Excerpted records: Begin
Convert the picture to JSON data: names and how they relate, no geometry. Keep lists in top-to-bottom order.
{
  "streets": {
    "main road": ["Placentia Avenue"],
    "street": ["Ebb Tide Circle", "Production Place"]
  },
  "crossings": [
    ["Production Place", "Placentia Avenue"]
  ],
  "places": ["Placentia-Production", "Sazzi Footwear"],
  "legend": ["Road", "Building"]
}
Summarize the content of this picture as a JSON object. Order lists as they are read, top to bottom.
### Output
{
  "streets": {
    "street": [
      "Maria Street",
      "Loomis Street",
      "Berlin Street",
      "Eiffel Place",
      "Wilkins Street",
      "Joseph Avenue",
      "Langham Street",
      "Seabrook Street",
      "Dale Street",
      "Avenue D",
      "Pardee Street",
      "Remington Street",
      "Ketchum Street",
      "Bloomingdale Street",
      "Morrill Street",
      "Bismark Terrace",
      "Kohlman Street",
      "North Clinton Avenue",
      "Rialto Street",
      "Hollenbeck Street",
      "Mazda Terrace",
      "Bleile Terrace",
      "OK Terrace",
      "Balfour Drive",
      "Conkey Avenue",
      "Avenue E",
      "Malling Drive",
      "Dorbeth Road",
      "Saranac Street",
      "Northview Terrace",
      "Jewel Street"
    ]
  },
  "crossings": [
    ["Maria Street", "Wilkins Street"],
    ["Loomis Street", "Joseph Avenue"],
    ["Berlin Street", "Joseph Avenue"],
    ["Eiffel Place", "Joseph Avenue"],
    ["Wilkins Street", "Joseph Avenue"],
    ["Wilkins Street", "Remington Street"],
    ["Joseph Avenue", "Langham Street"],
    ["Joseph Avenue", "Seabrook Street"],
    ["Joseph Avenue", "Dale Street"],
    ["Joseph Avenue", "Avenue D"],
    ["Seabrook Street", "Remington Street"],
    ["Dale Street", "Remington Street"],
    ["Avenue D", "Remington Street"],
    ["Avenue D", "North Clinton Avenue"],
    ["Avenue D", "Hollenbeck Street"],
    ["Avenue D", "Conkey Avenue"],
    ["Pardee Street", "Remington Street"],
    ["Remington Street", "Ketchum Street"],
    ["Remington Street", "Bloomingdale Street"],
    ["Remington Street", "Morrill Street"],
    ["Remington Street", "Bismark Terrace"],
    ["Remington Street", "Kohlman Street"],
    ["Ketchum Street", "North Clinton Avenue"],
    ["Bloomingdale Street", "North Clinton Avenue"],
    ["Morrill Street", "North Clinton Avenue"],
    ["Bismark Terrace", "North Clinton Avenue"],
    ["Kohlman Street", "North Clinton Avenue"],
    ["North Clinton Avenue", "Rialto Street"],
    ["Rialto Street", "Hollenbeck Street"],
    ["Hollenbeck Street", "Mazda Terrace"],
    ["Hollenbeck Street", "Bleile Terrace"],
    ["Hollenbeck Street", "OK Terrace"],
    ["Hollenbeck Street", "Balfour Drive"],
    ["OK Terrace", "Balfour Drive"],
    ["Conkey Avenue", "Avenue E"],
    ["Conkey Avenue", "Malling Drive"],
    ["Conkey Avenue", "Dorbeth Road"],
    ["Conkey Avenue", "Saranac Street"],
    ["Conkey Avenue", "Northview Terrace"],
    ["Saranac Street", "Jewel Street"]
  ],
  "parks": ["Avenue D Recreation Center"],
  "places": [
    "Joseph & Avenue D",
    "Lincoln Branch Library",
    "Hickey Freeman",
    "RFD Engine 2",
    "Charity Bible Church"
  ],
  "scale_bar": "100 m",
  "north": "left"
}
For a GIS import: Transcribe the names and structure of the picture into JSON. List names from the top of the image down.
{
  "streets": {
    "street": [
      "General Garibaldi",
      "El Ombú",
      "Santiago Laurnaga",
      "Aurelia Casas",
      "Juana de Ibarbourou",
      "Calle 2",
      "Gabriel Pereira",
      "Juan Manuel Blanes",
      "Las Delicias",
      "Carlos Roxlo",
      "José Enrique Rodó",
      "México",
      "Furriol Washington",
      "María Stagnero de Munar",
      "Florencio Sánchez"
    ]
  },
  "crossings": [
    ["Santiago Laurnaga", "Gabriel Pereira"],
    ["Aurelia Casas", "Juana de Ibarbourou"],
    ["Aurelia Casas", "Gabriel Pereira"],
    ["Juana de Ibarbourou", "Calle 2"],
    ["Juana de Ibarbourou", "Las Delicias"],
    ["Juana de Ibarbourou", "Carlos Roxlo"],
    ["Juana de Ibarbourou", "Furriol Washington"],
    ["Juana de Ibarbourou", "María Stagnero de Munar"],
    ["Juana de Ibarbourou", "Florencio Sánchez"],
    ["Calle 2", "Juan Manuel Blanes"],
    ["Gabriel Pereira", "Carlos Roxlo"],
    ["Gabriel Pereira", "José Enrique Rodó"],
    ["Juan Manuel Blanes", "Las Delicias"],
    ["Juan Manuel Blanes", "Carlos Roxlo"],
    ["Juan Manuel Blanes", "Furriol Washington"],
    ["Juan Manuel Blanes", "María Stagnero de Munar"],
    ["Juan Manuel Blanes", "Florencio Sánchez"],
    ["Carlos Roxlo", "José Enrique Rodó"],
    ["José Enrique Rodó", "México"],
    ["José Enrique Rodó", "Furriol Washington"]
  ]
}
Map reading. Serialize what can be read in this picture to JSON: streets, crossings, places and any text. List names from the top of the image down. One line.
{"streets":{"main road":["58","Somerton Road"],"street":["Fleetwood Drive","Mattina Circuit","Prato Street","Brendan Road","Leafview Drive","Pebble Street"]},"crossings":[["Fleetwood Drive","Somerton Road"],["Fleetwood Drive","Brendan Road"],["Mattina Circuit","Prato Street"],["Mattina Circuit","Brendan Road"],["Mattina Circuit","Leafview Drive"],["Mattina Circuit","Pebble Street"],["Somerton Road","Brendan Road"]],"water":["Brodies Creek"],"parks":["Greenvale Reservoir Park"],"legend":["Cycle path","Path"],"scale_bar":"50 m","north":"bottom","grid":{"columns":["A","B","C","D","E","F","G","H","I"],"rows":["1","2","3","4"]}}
Excerpted records: End
All entries must be repeated exactly.

Convert the picture to JSON data: names and how they relate, no geometry. Keep lists in top-to-bottom order.
{
  "streets": {
    "main road": ["Placentia Avenue"],
    "street": ["Ebb Tide Circle", "Production Place"]
  },
  "crossings": [
    ["Production Place", "Placentia Avenue"]
  ],
  "places": ["Placentia-Production", "Sazzi Footwear"],
  "legend": ["Road", "Building"]
}
Summarize the content of this picture as a JSON object. Order lists as they are read, top to bottom.
### Output
{
  "streets": {
    "street": [
      "Maria Street",
      "Loomis Street",
      "Berlin Street",
      "Eiffel Place",
      "Wilkins Street",
      "Joseph Avenue",
      "Langham Street",
      "Seabrook Street",
      "Dale Street",
      "Avenue D",
      "Pardee Street",
      "Remington Street",
      "Ketchum Street",
      "Bloomingdale Street",
      "Morrill Street",
      "Bismark Terrace",
      "Kohlman Street",
      "North Clinton Avenue",
      "Rialto Street",
      "Hollenbeck Street",
      "Mazda Terrace",
      "Bleile Terrace",
      "OK Terrace",
      "Balfour Drive",
      "Conkey Avenue",
      "Avenue E",
      "Malling Drive",
      "Dorbeth Road",
      "Saranac Street",
      "Northview Terrace",
      "Jewel Street"
    ]
  },
  "crossings": [
    ["Maria Street", "Wilkins Street"],
    ["Loomis Street", "Joseph Avenue"],
    ["Berlin Street", "Joseph Avenue"],
    ["Eiffel Place", "Joseph Avenue"],
    ["Wilkins Street", "Joseph Avenue"],
    ["Wilkins Street", "Remington Street"],
    ["Joseph Avenue", "Langham Street"],
    ["Joseph Avenue", "Seabrook Street"],
    ["Joseph Avenue", "Dale Street"],
    ["Joseph Avenue", "Avenue D"],
    ["Seabrook Street", "Remington Street"],
    ["Dale Street", "Remington Street"],
    ["Avenue D", "Remington Street"],
    ["Avenue D", "North Clinton Avenue"],
    ["Avenue D", "Hollenbeck Street"],
    ["Avenue D", "Conkey Avenue"],
    ["Pardee Street", "Remington Street"],
    ["Remington Street", "Ketchum Street"],
    ["Remington Street", "Bloomingdale Street"],
    ["Remington Street", "Morrill Street"],
    ["Remington Street", "Bismark Terrace"],
    ["Remington Street", "Kohlman Street"],
    ["Ketchum Street", "North Clinton Avenue"],
    ["Bloomingdale Street", "North Clinton Avenue"],
    ["Morrill Street", "North Clinton Avenue"],
    ["Bismark Terrace", "North Clinton Avenue"],
    ["Kohlman Street", "North Clinton Avenue"],
    ["North Clinton Avenue", "Rialto Street"],
    ["Rialto Street", "Hollenbeck Street"],
    ["Hollenbeck Street", "Mazda Terrace"],
    ["Hollenbeck Street", "Bleile Terrace"],
    ["Hollenbeck Street", "OK Terrace"],
    ["Hollenbeck Street", "Balfour Drive"],
    ["OK Terrace", "Balfour Drive"],
    ["Conkey Avenue", "Avenue E"],
    ["Conkey Avenue", "Malling Drive"],
    ["Conkey Avenue", "Dorbeth Road"],
    ["Conkey Avenue", "Saranac Street"],
    ["Conkey Avenue", "Northview Terrace"],
    ["Saranac Street", "Jewel Street"]
  ],
  "parks": ["Avenue D Recreation Center"],
  "places": [
    "Joseph & Avenue D",
    "Lincoln Branch Library",
    "Hickey Freeman",
    "RFD Engine 2",
    "Charity Bible Church"
  ],
  "scale_bar": "100 m",
  "north": "left"
}
For a GIS import: Transcribe the names and structure of the picture into JSON. List names from the top of the image down.
{
  "streets": {
    "street": [
      "General Garibaldi",
      "El Ombú",
      "Santiago Laurnaga",
      "Aurelia Casas",
      "Juana de Ibarbourou",
      "Calle 2",
      "Gabriel Pereira",
      "Juan Manuel Blanes",
      "Las Delicias",
      "Carlos Roxlo",
      "José Enrique Rodó",
      "México",
      "Furriol Washington",
      "María Stagnero de Munar",
      "Florencio Sánchez"
    ]
  },
  "crossings": [
    ["Santiago Laurnaga", "Gabriel Pereira"],
    ["Aurelia Casas", "Juana de Ibarbourou"],
    ["Aurelia Casas", "Gabriel Pereira"],
    ["Juana de Ibarbourou", "Calle 2"],
    ["Juana de Ibarbourou", "Las Delicias"],
    ["Juana de Ibarbourou", "Carlos Roxlo"],
    ["Juana de Ibarbourou", "Furriol Washington"],
    ["Juana de Ibarbourou", "María Stagnero de Munar"],
    ["Juana de Ibarbourou", "Florencio Sánchez"],
    ["Calle 2", "Juan Manuel Blanes"],
    ["Gabriel Pereira", "Carlos Roxlo"],
    ["Gabriel Pereira", "José Enrique Rodó"],
    ["Juan Manuel Blanes", "Las Delicias"],
    ["Juan Manuel Blanes", "Carlos Roxlo"],
    ["Juan Manuel Blanes", "Furriol Washington"],
    ["Juan Manuel Blanes", "María Stagnero de Munar"],
    ["Juan Manuel Blanes", "Florencio Sánchez"],
    ["Carlos Roxlo", "José Enrique Rodó"],
    ["José Enrique Rodó", "México"],
    ["José Enrique Rodó", "Furriol Washington"]
  ]
}
Map reading. Serialize what can be read in this picture to JSON: streets, crossings, places and any text. List names from the top of the image down. One line.
{"streets":{"main road":["58","Somerton Road"],"street":["Fleetwood Drive","Mattina Circuit","Prato Street","Brendan Road","Leafview Drive","Pebble Street"]},"crossings":[["Fleetwood Drive","Somerton Road"],["Fleetwood Drive","Brendan Road"],["Mattina Circuit","Prato Street"],["Mattina Circuit","Brendan Road"],["Mattina Circuit","Leafview Drive"],["Mattina Circuit","Pebble Street"],["Somerton Road","Brendan Road"]],"water":["Brodies Creek"],"parks":["Greenvale Reservoir Park"],"legend":["Cycle path","Path"],"scale_bar":"50 m","north":"bottom","grid":{"columns":["A","B","C","D","E","F","G","H","I"],"rows":["1","2","3","4"]}}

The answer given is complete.